Dataset items
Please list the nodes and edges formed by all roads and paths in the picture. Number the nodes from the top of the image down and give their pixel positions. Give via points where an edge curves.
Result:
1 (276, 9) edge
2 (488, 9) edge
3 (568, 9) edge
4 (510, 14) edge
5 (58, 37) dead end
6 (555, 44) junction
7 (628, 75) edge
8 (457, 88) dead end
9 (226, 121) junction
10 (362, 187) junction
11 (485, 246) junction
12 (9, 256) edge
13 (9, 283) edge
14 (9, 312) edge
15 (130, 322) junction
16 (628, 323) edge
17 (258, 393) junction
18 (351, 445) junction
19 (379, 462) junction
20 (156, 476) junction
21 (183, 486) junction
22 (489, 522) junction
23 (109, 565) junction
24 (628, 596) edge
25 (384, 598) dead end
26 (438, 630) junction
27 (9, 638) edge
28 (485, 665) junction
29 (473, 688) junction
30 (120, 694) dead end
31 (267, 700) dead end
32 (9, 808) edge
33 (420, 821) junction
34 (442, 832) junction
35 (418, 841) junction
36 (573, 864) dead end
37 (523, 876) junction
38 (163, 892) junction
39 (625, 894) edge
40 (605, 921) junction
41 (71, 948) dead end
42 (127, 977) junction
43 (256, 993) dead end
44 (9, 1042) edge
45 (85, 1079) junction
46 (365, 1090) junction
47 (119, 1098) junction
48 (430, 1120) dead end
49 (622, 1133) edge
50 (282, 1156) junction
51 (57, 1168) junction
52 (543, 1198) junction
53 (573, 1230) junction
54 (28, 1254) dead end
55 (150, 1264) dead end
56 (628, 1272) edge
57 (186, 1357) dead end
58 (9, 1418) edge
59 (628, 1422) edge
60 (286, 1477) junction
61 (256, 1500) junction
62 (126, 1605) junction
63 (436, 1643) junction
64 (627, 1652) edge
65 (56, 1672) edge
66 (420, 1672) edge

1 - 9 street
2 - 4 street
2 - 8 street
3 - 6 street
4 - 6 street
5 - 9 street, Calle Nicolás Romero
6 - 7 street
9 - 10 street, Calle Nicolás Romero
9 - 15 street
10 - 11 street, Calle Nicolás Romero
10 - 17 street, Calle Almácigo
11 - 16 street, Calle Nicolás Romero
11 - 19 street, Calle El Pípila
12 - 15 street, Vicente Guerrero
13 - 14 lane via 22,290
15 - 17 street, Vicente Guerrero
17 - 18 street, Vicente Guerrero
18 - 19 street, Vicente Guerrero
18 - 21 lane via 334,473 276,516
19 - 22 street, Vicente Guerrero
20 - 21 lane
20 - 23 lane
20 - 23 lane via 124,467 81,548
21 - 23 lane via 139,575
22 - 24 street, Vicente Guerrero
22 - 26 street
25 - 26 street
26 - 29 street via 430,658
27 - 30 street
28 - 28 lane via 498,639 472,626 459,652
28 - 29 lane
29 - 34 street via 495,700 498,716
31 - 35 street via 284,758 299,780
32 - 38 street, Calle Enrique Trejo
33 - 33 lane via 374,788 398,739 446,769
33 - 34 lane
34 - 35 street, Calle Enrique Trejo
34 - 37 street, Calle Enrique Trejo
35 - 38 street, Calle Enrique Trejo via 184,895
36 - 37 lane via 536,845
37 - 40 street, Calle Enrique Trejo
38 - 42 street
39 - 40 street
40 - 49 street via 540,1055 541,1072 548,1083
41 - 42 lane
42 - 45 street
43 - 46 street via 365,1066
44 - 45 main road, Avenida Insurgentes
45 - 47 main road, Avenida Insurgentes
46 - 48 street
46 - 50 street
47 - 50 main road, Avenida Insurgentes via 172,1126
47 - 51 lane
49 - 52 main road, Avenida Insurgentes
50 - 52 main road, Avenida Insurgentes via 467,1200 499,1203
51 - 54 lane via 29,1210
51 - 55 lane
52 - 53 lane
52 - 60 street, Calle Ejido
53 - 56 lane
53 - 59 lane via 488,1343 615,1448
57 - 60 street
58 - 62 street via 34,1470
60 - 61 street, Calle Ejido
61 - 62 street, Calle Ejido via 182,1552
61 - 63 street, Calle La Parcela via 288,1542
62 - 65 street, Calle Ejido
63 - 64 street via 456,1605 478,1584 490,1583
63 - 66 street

WORK TO BE COMPLETED >> Say how many lines above contain the string "Insurgentes", writing only the number.

WRITTEN ANSWER >> 5